4. Changing Jobs Frequently for Bigger Savings
Sometimes we feel that the main reason why we’re not able to save is that our job is not paying us enough. As a result, we frequently change jobs, aiming for huge salary jumps every now and then. Well, there’s a big problem with this approach.
Frequent job changes reflect poorly on resumes and might hurt you badly in the long run. They symbolise that the candidate lacks sincerity, seriousness, and loyalty to his/her professional obligations and is bound to drive away many hiring managers in the future.
So unless you have a compelling reason, which is not just about your pay, try to stay in a job for at least 2-3 years.
5. Gambling to Boost Liquidity
We all know gambling is an addiction which seriously damages our financial standing, yet there are many in our country who indulge in activities like online gambling. Even the government has declared a war against this ‘social cancer’.
So if you happen to be a person who thinks gambling will boost your income and savings, even if you’ve been lucky in the past, you really should reconsider.
Gambling will sink you and your finances, and you must do everything possible to quit this vice.
6. Taking a Personal Loan to Grow Your Savings
Yes, you heard that right. We are used to receiving personal loan promotional calls all the time, and sometimes we do consider taking the loan just to ‘keep our savings’ and have some liquidity. But it’s certainly not a great idea.
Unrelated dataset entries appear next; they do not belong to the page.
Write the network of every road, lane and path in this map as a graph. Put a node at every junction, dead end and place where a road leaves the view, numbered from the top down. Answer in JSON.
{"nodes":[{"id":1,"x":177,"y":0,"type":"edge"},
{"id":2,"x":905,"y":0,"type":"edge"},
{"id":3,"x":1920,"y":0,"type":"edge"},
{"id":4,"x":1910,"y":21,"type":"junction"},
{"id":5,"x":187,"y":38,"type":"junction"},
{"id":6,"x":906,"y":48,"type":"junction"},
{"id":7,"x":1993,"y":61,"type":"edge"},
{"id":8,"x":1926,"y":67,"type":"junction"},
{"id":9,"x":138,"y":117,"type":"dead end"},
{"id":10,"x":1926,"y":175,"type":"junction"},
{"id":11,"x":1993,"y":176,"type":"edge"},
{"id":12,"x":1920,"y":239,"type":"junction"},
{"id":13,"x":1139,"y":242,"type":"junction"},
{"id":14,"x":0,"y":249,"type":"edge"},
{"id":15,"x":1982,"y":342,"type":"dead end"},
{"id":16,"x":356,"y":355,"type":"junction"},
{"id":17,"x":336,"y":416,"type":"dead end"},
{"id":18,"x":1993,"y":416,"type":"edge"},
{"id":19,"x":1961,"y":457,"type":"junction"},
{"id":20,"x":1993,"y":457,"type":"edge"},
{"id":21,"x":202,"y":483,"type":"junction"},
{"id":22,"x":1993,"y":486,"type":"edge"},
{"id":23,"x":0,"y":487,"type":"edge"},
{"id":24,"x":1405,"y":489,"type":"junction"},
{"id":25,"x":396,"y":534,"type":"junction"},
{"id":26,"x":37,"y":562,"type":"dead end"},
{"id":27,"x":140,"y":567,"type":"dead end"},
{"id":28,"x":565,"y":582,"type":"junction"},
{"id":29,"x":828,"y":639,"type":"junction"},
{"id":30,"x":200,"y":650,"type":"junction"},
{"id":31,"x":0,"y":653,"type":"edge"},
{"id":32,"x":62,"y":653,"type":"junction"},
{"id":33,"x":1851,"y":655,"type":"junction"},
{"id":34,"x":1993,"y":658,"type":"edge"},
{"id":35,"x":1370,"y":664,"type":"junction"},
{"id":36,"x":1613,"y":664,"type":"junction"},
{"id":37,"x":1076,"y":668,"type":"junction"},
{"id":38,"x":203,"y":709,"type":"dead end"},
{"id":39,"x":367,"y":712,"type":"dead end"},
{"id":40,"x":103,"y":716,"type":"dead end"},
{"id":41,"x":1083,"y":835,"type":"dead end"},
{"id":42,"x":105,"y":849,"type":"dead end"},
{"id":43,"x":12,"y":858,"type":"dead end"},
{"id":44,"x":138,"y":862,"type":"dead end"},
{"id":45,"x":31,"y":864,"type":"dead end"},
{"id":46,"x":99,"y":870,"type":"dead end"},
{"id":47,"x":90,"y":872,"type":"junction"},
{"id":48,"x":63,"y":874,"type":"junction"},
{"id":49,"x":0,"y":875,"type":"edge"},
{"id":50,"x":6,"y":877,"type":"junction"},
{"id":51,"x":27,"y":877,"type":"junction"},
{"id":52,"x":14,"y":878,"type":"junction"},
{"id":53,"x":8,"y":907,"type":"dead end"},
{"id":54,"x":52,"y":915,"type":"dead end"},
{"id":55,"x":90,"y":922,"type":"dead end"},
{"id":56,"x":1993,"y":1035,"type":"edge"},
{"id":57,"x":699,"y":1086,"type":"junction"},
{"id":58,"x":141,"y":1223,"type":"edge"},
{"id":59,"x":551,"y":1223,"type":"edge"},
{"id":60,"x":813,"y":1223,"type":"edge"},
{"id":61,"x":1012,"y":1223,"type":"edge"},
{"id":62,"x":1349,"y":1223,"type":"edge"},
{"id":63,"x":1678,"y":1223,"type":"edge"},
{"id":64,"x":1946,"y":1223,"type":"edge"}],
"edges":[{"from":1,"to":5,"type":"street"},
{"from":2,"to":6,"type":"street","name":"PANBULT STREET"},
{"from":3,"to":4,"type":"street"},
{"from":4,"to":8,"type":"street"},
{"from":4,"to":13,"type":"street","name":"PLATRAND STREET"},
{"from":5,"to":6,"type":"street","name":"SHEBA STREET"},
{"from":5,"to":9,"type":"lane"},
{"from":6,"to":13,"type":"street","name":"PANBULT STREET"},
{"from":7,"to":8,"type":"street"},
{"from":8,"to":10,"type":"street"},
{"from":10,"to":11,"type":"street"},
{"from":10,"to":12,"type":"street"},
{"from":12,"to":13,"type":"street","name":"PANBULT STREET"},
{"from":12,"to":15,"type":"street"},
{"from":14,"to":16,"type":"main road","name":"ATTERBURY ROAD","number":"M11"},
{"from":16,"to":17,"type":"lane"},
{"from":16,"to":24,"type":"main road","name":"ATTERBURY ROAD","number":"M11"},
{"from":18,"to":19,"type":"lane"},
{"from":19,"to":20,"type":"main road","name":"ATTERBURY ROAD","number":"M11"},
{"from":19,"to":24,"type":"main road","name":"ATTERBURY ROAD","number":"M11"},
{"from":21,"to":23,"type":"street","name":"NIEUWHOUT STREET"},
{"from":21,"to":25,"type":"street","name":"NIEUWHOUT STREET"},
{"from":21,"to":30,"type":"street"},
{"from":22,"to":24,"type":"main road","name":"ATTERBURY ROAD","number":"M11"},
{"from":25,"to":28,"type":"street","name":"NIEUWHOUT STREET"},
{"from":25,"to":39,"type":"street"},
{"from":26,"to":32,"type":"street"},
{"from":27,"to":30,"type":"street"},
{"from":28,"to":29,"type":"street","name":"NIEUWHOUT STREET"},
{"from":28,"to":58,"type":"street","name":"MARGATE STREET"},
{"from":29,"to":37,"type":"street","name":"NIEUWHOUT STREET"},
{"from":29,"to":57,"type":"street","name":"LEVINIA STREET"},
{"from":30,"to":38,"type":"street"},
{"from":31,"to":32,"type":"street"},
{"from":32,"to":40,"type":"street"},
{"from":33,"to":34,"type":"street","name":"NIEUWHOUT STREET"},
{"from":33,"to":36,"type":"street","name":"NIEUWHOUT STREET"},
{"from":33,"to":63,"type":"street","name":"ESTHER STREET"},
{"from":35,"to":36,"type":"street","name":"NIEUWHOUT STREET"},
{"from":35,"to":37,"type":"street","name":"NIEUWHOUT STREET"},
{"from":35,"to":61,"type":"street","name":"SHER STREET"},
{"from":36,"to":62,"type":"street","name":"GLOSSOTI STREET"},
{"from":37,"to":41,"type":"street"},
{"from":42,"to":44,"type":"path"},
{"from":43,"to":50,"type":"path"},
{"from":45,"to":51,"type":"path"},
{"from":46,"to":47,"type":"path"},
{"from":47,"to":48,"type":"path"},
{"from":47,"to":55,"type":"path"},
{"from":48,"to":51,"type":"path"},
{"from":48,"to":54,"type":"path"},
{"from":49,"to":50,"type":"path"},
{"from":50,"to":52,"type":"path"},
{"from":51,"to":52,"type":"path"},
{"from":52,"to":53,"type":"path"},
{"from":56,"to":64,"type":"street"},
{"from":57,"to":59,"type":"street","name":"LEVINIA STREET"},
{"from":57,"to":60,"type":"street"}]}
Personal loans come without collateral, and hence attract a higher interest rate than other loans like car loans and home loans. Consider taking a personal loan only when you have a pressing reason, like weddings, house renovation, credit card debt, etc. and you’re unable to raise the capital to address those requirements.
Increasing your savings fund is not a good enough reason to take a personal loan, simply because you’ll have to pay back in instalments with higher interest. Rather, plan to set aside a particular portion of your earnings every month and stick by your plan.